I'm Saving Hockey: A BTN March 6th Recap

Imagine my surprise upon looking at Gabe's bio to the left and seeing that he has truly offended the hockey gods.  A composite stick?  Surely he cannot be serious.  Well, feast your eyes on this data, Desjardins:

Stick_weight_medium

For those not clear on the value of a Worsley, it's about 21 stones.  I don't think pre-Byng Mikitas need any such explanation.  The fact of the matter is that you need a good weighty stick if you want to a.) look good, and b.) not play like a Lady Byng candidate.  When I was a kid, I used a modified stop sign; Fats played with a lead pipe he lifted from his neighbor's water pump and had a real live banana for a blade.  It was preserved by his dad, who was a taxidermist.  The rest played with firewood from the warming house.  Rich kids up the way like Thaddeus P. Cockburn could afford Northlands, but we always had the edge because of our toughness and the fact that any one of our sticks could kill a human being when you hooked them.

More true stories after the jump...

 

You see, part of the reason Bobby Hull could hit it 150 mph was because he was swinging a 50 lb. stick carved from 3,600 year old Bora Boran driftwood.  Goalies took to wearing chain-mail; kids do it all the time nowadays, but the first person to get nipple piercings was Johnny Bower after a Blackhawks powerplay.  

The aluminum stick was genius because it wasn't any lighter than wooden sticks but were tested to withstand 250,000 shots or 325,000 hacks at human flesh.  They might have stuck around longer if the mortality rates hadn't gone up so much...

Now, we have these little feather-light things (remember when Sherwood had those "feather-lites" that were really just normal Sherwoods?) made from space-age materials that cost $150 a pop.  In my day, you could buy a Third World country for $150 dollars.  And the fact that these sticks break 30 times a game gives you an idea of the quality of our once-proud NASA program.  To think, they have the gall to cut down an institution that brought me Tang and ear thermometers.

The result?  A bunch of pansies swinging around weightless twigs, which incidentally allows weightless twigs to become NHL players.  They struggle to shoot 115 mph when I used to do it warming-up in juniors.  Enjoy your Vector Super-X 3500 Lite Graphite Blazer Laser, I'm sticking with my silver Gretzky.

This week's stains articles:

Monday: What Does it Take to Be a Goon?

Grandpa's Analysis:  The attempts to biggify those heart-and-soul players is counter-productive.  Surely teams have seen my heart metric and realized the smaller the berries, the sweeter the juice. (Editor's note: he made that phrase up.)

Tuesday: The League of Extraordinary Statisticians: The Conferences

GA:  Solution?  Get rid of the Western Conference.  It's like 90% teams that don't belong in the league anyway.  Swap Calgary and Edmonton for Tampa Bay and Florida and we're good to go.

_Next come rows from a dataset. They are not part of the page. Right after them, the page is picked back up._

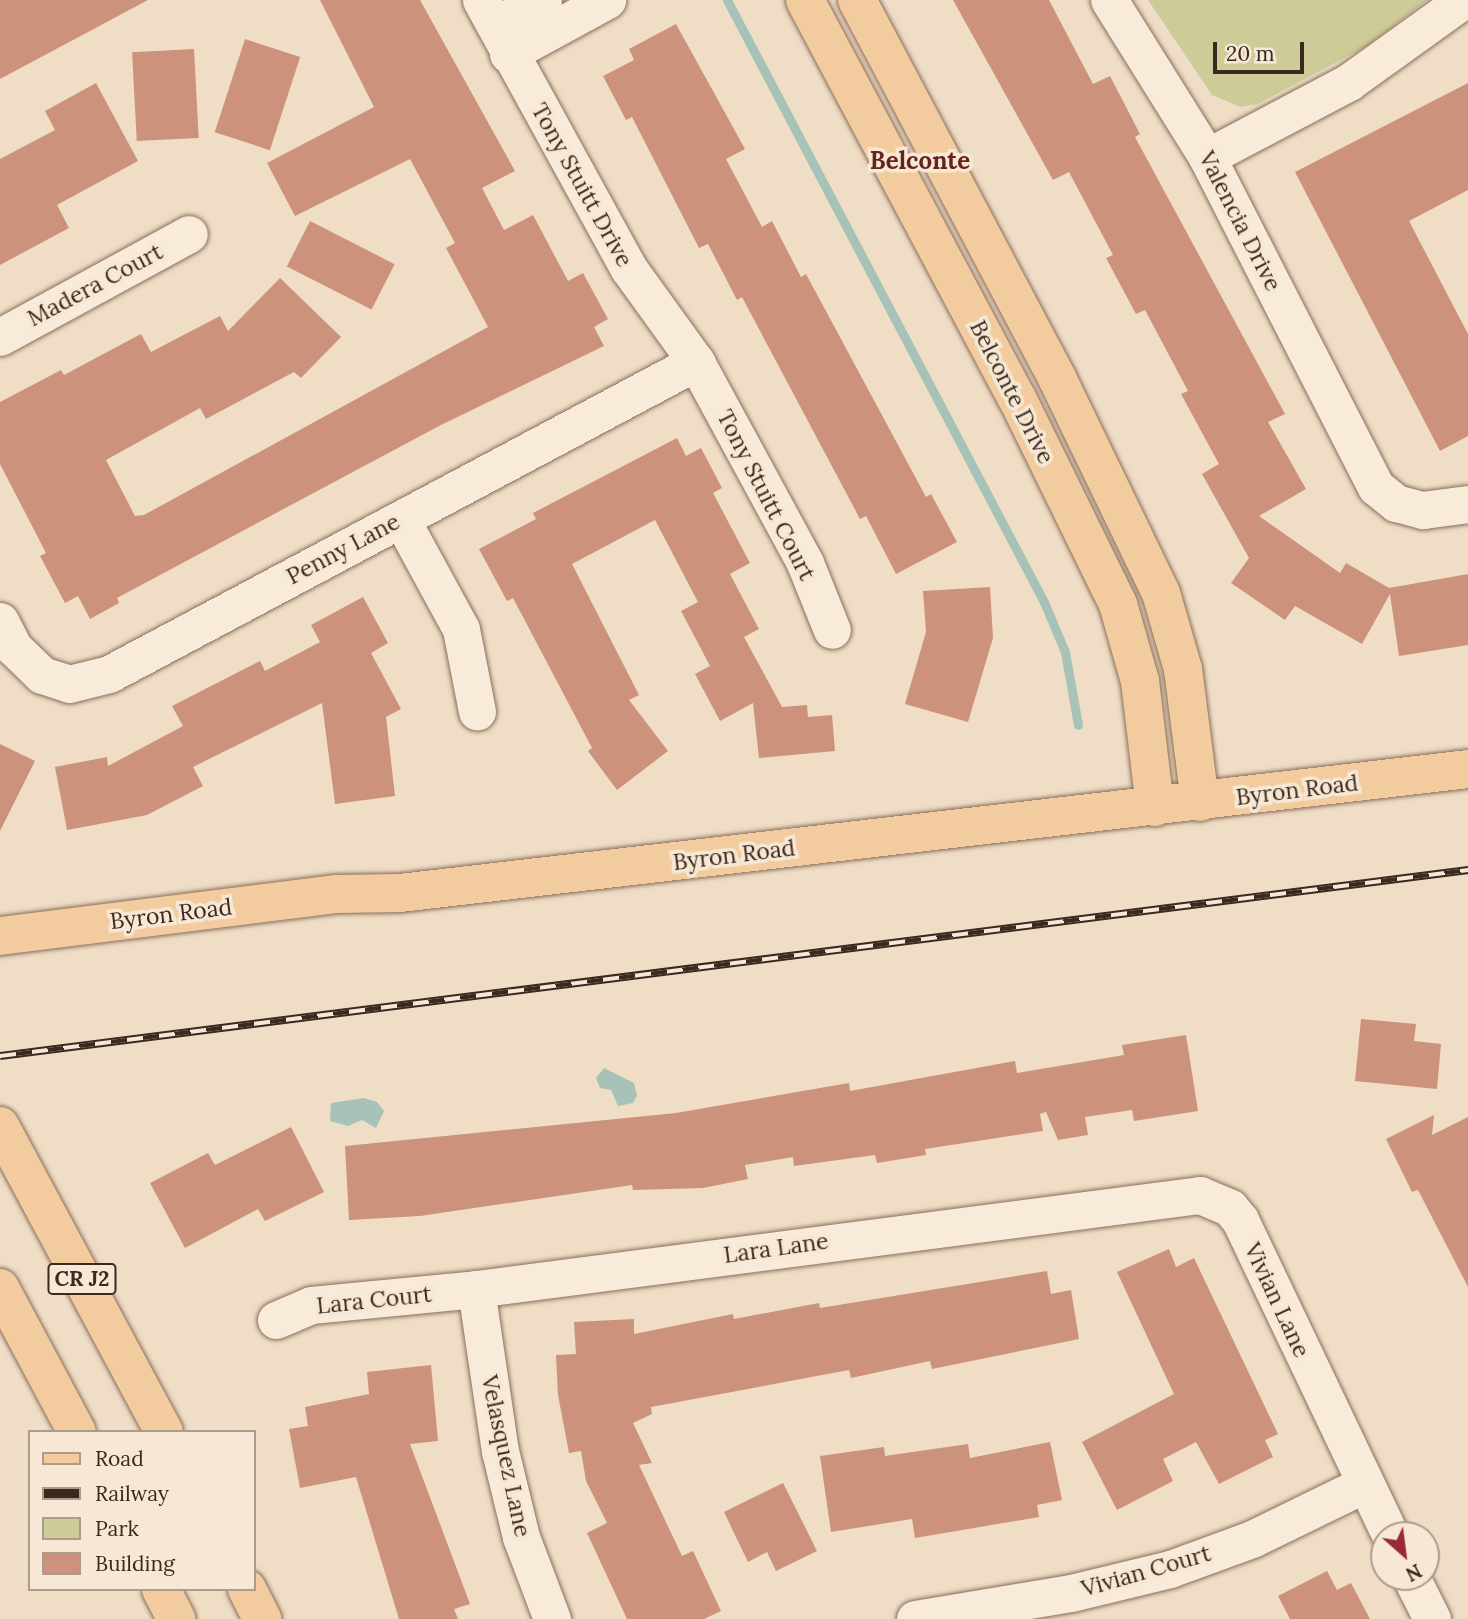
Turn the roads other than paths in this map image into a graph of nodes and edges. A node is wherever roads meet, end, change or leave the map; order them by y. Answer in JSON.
{"nodes":[{"id":1,"x":544,"y":0,"type":"edge"},
{"id":2,"x":607,"y":0,"type":"edge"},
{"id":3,"x":805,"y":0,"type":"edge"},
{"id":4,"x":857,"y":0,"type":"edge"},
{"id":5,"x":1109,"y":0,"type":"edge"},
{"id":6,"x":1463,"y":0,"type":"edge"},
{"id":7,"x":495,"y":26,"type":"edge"},
{"id":8,"x":1207,"y":157,"type":"junction"},
{"id":9,"x":189,"y":234,"type":"dead end"},
{"id":10,"x":0,"y":337,"type":"edge"},
{"id":11,"x":696,"y":362,"type":"junction"},
{"id":12,"x":1468,"y":504,"type":"edge"},
{"id":13,"x":401,"y":519,"type":"junction"},
{"id":14,"x":1,"y":623,"type":"edge"},
{"id":15,"x":832,"y":630,"type":"dead end"},
{"id":16,"x":477,"y":711,"type":"dead end"},
{"id":17,"x":1468,"y":769,"type":"edge"},
{"id":18,"x":1200,"y":802,"type":"junction"},
{"id":19,"x":1155,"y":807,"type":"junction"},
{"id":20,"x":0,"y":936,"type":"edge"},
{"id":21,"x":0,"y":1126,"type":"edge"},
{"id":22,"x":1076,"y":1208,"type":"joint"},
{"id":23,"x":0,"y":1288,"type":"edge"},
{"id":24,"x":476,"y":1289,"type":"junction"},
{"id":25,"x":276,"y":1320,"type":"dead end"},
{"id":26,"x":76,"y":1430,"type":"edge"},
{"id":27,"x":163,"y":1430,"type":"edge"},
{"id":28,"x":1365,"y":1484,"type":"junction"},
{"id":29,"x":1383,"y":1521,"type":"edge"},
{"id":30,"x":162,"y":1591,"type":"edge"},
{"id":31,"x":248,"y":1591,"type":"edge"},
{"id":32,"x":1418,"y":1591,"type":"edge"},
{"id":33,"x":176,"y":1619,"type":"edge"},
{"id":34,"x":262,"y":1619,"type":"edge"},
{"id":35,"x":552,"y":1619,"type":"edge"},
{"id":36,"x":915,"y":1619,"type":"edge"},
{"id":37,"x":1432,"y":1619,"type":"edge"}],
"edges":[{"from":1,"to":7,"type":"street"},
{"from":2,"to":7,"type":"street"},
{"from":3,"to":19,"type":"main road","name":"Belconte Drive"},
{"from":4,"to":18,"type":"main road","name":"Belconte Drive"},
{"from":5,"to":8,"type":"street","name":"Valencia Drive"},
{"from":6,"to":8,"type":"street"},
{"from":7,"to":11,"type":"street","name":"Tony Stuitt Drive"},
{"from":8,"to":12,"type":"street","name":"Valencia Drive"},
{"from":9,"to":10,"type":"street","name":"Madera Court"},
{"from":11,"to":13,"type":"street","name":"Penny Lane"},
{"from":11,"to":15,"type":"street","name":"Tony Stuitt Court"},
{"from":13,"to":14,"type":"street","name":"Penny Lane"},
{"from":13,"to":16,"type":"street"},
{"from":17,"to":18,"type":"main road","name":"Byron Road"},
{"from":18,"to":19,"type":"main road","name":"Byron Road"},
{"from":19,"to":20,"type":"main road","name":"Byron Road"},
{"from":21,"to":27,"type":"main road","number":"CR J2"},
{"from":22,"to":24,"type":"street","name":"Lara Lane"},
{"from":22,"to":28,"type":"street","name":"Vivian Lane"},
{"from":23,"to":26,"type":"main road"},
{"from":24,"to":25,"type":"street","name":"Lara Court"},
{"from":24,"to":35,"type":"street","name":"Velasquez Lane"},
{"from":28,"to":29,"type":"street","name":"Vivian Lane"},
{"from":28,"to":36,"type":"street","name":"Vivian Court"},
{"from":30,"to":33,"type":"main road"},
{"from":31,"to":34,"type":"main road"},
{"from":32,"to":37,"type":"street"}]}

GA:  Great, another stat geek to deal with.  At least I agree that elite players should be penalized, though I prefer the explanation to be that it's because they're a bunch of pansies.

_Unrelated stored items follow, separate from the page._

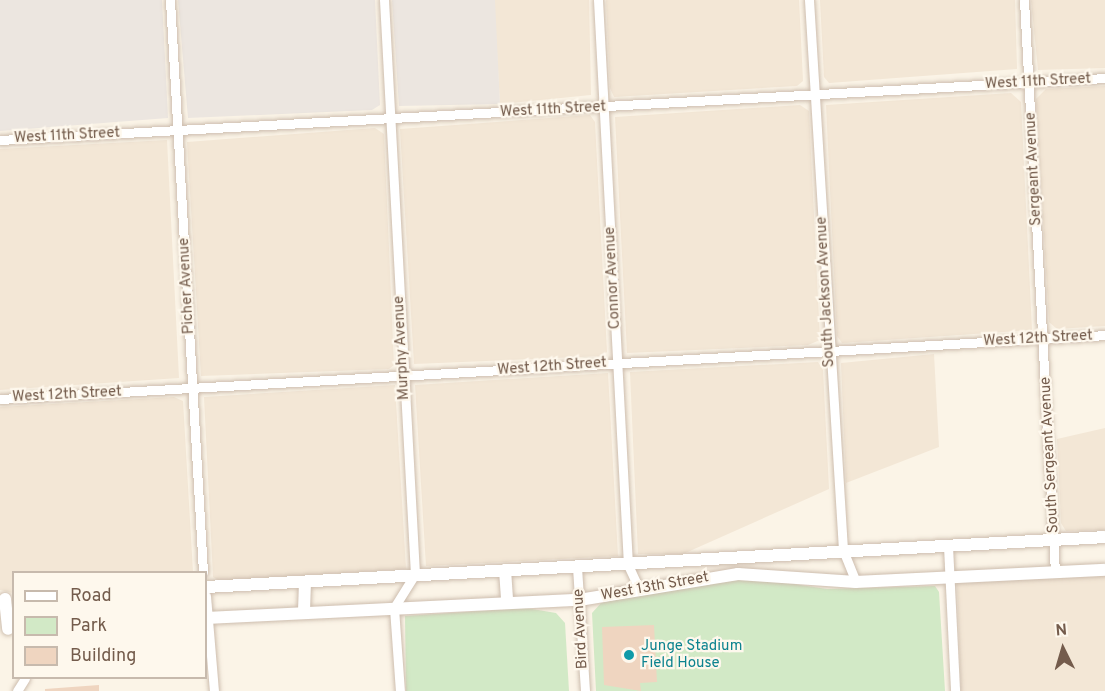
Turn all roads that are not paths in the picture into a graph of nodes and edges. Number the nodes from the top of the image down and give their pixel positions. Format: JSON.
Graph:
{"nodes":[{"id":1,"x":170,"y":0,"type":"edge"},
{"id":2,"x":384,"y":0,"type":"edge"},
{"id":3,"x":598,"y":0,"type":"edge"},
{"id":4,"x":809,"y":0,"type":"edge"},
{"id":5,"x":1024,"y":0,"type":"edge"},
{"id":6,"x":1105,"y":78,"type":"edge"},
{"id":7,"x":1029,"y":82,"type":"junction"},
{"id":8,"x":815,"y":94,"type":"junction"},
{"id":9,"x":604,"y":106,"type":"junction"},
{"id":10,"x":390,"y":119,"type":"junction"},
{"id":11,"x":178,"y":130,"type":"junction"},
{"id":12,"x":0,"y":140,"type":"edge"},
{"id":13,"x":1105,"y":335,"type":"edge"},
{"id":14,"x":1043,"y":338,"type":"junction"},
{"id":15,"x":830,"y":351,"type":"junction"},
{"id":16,"x":617,"y":362,"type":"junction"},
{"id":17,"x":404,"y":375,"type":"junction"},
{"id":18,"x":192,"y":389,"type":"junction"},
{"id":19,"x":0,"y":399,"type":"edge"},
{"id":20,"x":1105,"y":537,"type":"edge"},
{"id":21,"x":1054,"y":540,"type":"junction"},
{"id":22,"x":948,"y":546,"type":"junction"},
{"id":23,"x":843,"y":550,"type":"junction"},
{"id":24,"x":628,"y":565,"type":"junction"},
{"id":25,"x":577,"y":567,"type":"junction"},
{"id":26,"x":506,"y":570,"type":"junction"},
{"id":27,"x":1105,"y":570,"type":"edge"},
{"id":28,"x":203,"y":571,"type":"edge"},
{"id":29,"x":1055,"y":572,"type":"junction"},
{"id":30,"x":415,"y":574,"type":"junction"},
{"id":31,"x":949,"y":578,"type":"junction"},
{"id":32,"x":856,"y":582,"type":"junction"},
{"id":33,"x":305,"y":583,"type":"junction"},
{"id":34,"x":207,"y":587,"type":"edge"},
{"id":35,"x":639,"y":589,"type":"junction"},
{"id":36,"x":6,"y":599,"type":"edge"},
{"id":37,"x":579,"y":600,"type":"junction"},
{"id":38,"x":507,"y":602,"type":"junction"},
{"id":39,"x":394,"y":608,"type":"junction"},
{"id":40,"x":304,"y":611,"type":"junction"},
{"id":41,"x":208,"y":618,"type":"edge"},
{"id":42,"x":7,"y":629,"type":"edge"},
{"id":43,"x":214,"y":691,"type":"edge"},
{"id":44,"x":400,"y":691,"type":"edge"},
{"id":45,"x":585,"y":691,"type":"edge"},
{"id":46,"x":955,"y":691,"type":"edge"}],
"edges":[{"from":1,"to":11,"type":"street","name":"Picher Avenue"},
{"from":2,"to":10,"type":"street","name":"Murphy Avenue"},
{"from":3,"to":9,"type":"street","name":"Connor Avenue"},
{"from":4,"to":8,"type":"street","name":"South Jackson Avenue"},
{"from":5,"to":7,"type":"street","name":"Sergeant Avenue"},
{"from":6,"to":7,"type":"street","name":"West 11th Street"},
{"from":7,"to":8,"type":"street","name":"West 11th Street"},
{"from":7,"to":14,"type":"street","name":"Sergeant Avenue"},
{"from":8,"to":9,"type":"street","name":"West 11th Street"},
{"from":8,"to":15,"type":"street","name":"South Jackson Avenue"},
{"from":9,"to":10,"type":"street","name":"West 11th Street"},
{"from":9,"to":16,"type":"street","name":"Connor Avenue"},
{"from":10,"to":11,"type":"street","name":"West 11th Street"},
{"from":10,"to":17,"type":"street","name":"Murphy Avenue"},
{"from":11,"to":12,"type":"street","name":"West 11th Street"},
{"from":11,"to":18,"type":"street","name":"Picher Avenue"},
{"from":13,"to":14,"type":"street","name":"West 12th Street"},
{"from":14,"to":15,"type":"street","name":"West 12th Street"},
{"from":14,"to":21,"type":"street","name":"South Sergeant Avenue"},
{"from":15,"to":16,"type":"street","name":"West 12th Street"},
{"from":15,"to":23,"type":"street","name":"South Jackson Avenue"},
{"from":16,"to":17,"type":"street","name":"West 12th Street"},
{"from":16,"to":24,"type":"street","name":"Connor Avenue"},
{"from":17,"to":18,"type":"street","name":"West 12th Street"},
{"from":17,"to":30,"type":"street","name":"Murphy Avenue"},
{"from":18,"to":19,"type":"street","name":"West 12th Street"},
{"from":18,"to":28,"type":"street","name":"Picher Avenue"},
{"from":20,"to":21,"type":"street","name":"West 13th Street"},
{"from":21,"to":22,"type":"street","name":"West 13th Street"},
{"from":21,"to":29,"type":"street","name":"South Sergeant Avenue"},
{"from":22,"to":23,"type":"street","name":"West 13th Street"},
{"from":22,"to":31,"type":"street"},
{"from":23,"to":24,"type":"street","name":"West 13th Street"},
{"from":23,"to":32,"type":"street","name":"South Jackson Avenue"},
{"from":24,"to":25,"type":"street","name":"West 13th Street"},
{"from":24,"to":35,"type":"street","name":"Connor Avenue"},
{"from":25,"to":26,"type":"street","name":"West 13th Street"},
{"from":25,"to":37,"type":"street","name":"Bird Avenue"},
{"from":26,"to":30,"type":"street","name":"West 13th Street"},
{"from":26,"to":38,"type":"street"},
{"from":27,"to":29,"type":"street","name":"West 13th Street"},
{"from":29,"to":31,"type":"street","name":"West 13th Street"},
{"from":30,"to":33,"type":"street","name":"West 13th Street"},
{"from":30,"to":39,"type":"street"},
{"from":31,"to":32,"type":"street","name":"West 13th Street"},
{"from":31,"to":46,"type":"street"},
{"from":32,"to":35,"type":"street","name":"West 13th Street"},
{"from":33,"to":34,"type":"street","name":"West 13th Street"},
{"from":33,"to":40,"type":"street"},
{"from":35,"to":37,"type":"street","name":"West 13th Street"},
{"from":36,"to":42,"type":"street"},
{"from":37,"to":38,"type":"street","name":"West 13th Street"},
{"from":37,"to":45,"type":"street","name":"Bird Avenue"},
{"from":38,"to":39,"type":"street","name":"West 13th Street"},
{"from":39,"to":40,"type":"street","name":"West 13th Street"},
{"from":39,"to":44,"type":"street"},
{"from":40,"to":41,"type":"street","name":"West 13th Street"},
{"from":41,"to":43,"type":"street"}]}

Wednesday: BZS Versus Age, 2007-08 to 2010-11

GA:  Tell you what, they have some medications that make sure a part of me never gets old.

Wednesday: What's up with Sharks Fans?

GA:  Oh, oh, I know the answer to this one!  The answer is there shouldn't be a team in San Jose.

Thursday: Who are you going to bet on in the East?

GA:  What's with all the questions, Gabe?  I haven't been interrogated like this since the Commies caught me trying to sell freedom fries over the top of the Berlin Wall in '82.

Friday: Further to: In-Season Momentum

GA:  He's right, you can't just have momentum all the time, because you can't fight all the time.  It works better in small doses, like morphine and Moon Pies.

So ponder the choices you make in hockey sticks, people.  Do you want to wussify this sport any more than it already is?  Aren't Europeans and visors enough?